Given a number N, you are asked to count the number of integers between A and B inclusive which are relatively prime to N. 
Two integers are said to be co-prime or relatively prime if they have no common positive divisors other than 1 or, equivalently, if their greatest common divisor is 1. The number 1 is relatively prime to every integer.
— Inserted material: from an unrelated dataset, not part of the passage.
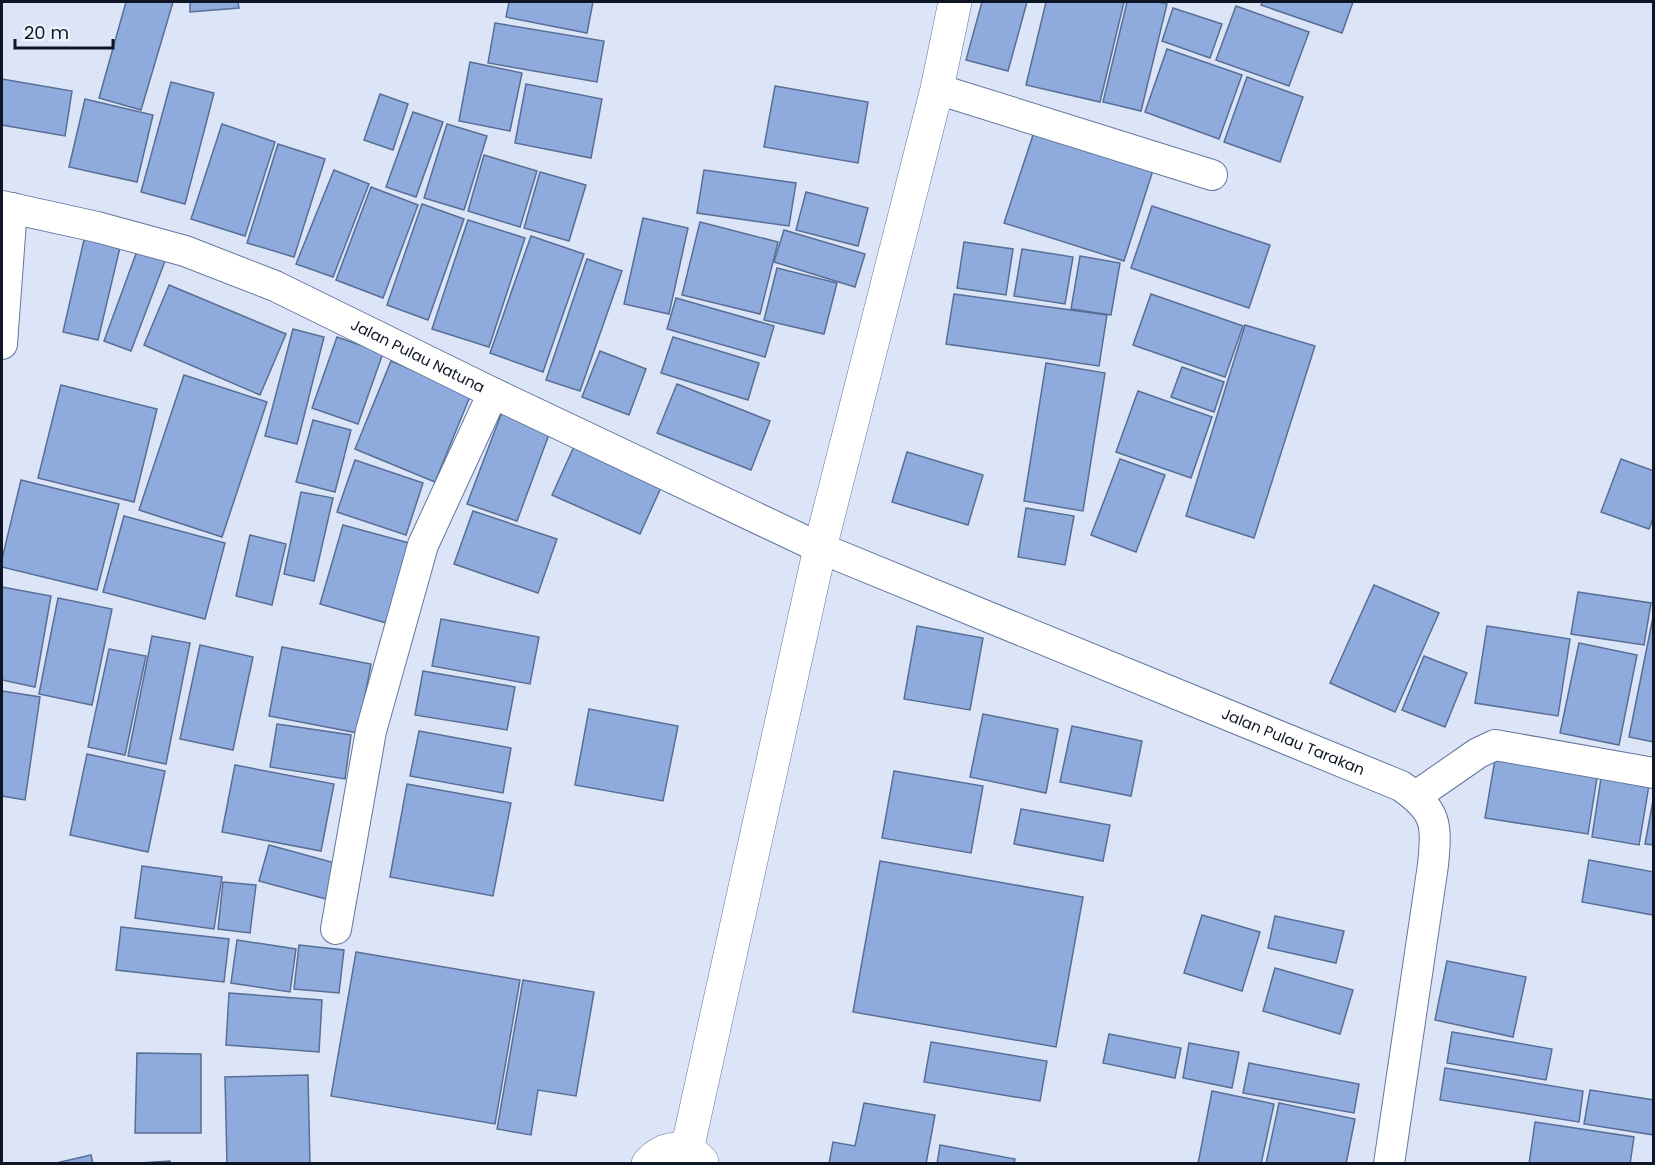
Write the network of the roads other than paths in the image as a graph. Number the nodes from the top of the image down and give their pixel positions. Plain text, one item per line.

InputThe first line on input contains T (0 < T <= 100) the number of test cases, each of the next T lines contains three integers A, B, N where (1 <= A <= B <= 10 ¹⁵) and (1 <=N <= 10 ⁹). OutputFor each test case, print the number of integers between A and B inclusive which are relatively prime to N. Follow the output format below. Sample Input

2
1 10 2
3 15 5

Sample Output

Case #1: 5
Case #2: 10


        
  

Hint

In the first test case, the five integers in range [1,10] which are relatively prime to 2 are {1,3,5,7,9}. 

#include<iostream>
#include<stdio.h>
using namespace std;
typedef long long ll;
const int maxn=10005;
int d[maxn],q[maxn],cnt;
ll ans;
ll IAE(ll m){
    ll sum=0;int n=0;q[n++]=-1;
    for(int i=0;i<cnt;i++){
        int tmp=n;
        for(int j=0;j<tmp;j++)
            q[n++]=q[j]*d[i]*(-1);
    }
    for(int i=1;i<n;i++)
        sum+=m/q[i];
    return sum;
}
int main(){
    int t;scanf("%d",&t);
    for(int c=1;c<=t;c++){
        ll a,b;int n;cnt=0;
        scanf("%lld%lld%d",&a,&b,&n);
        for(int i=2;i*i<=n;i++){
            if(n%i==0){
                while(n%i==0) n/=i;
                d[cnt++]=i;
            }
        }
        if(n!=1) d[cnt++]=n;
        ans=b-IAE(b)-a+1+IAE(a-1);
        printf("Case #%d: %lld\n",c,ans);
    }
}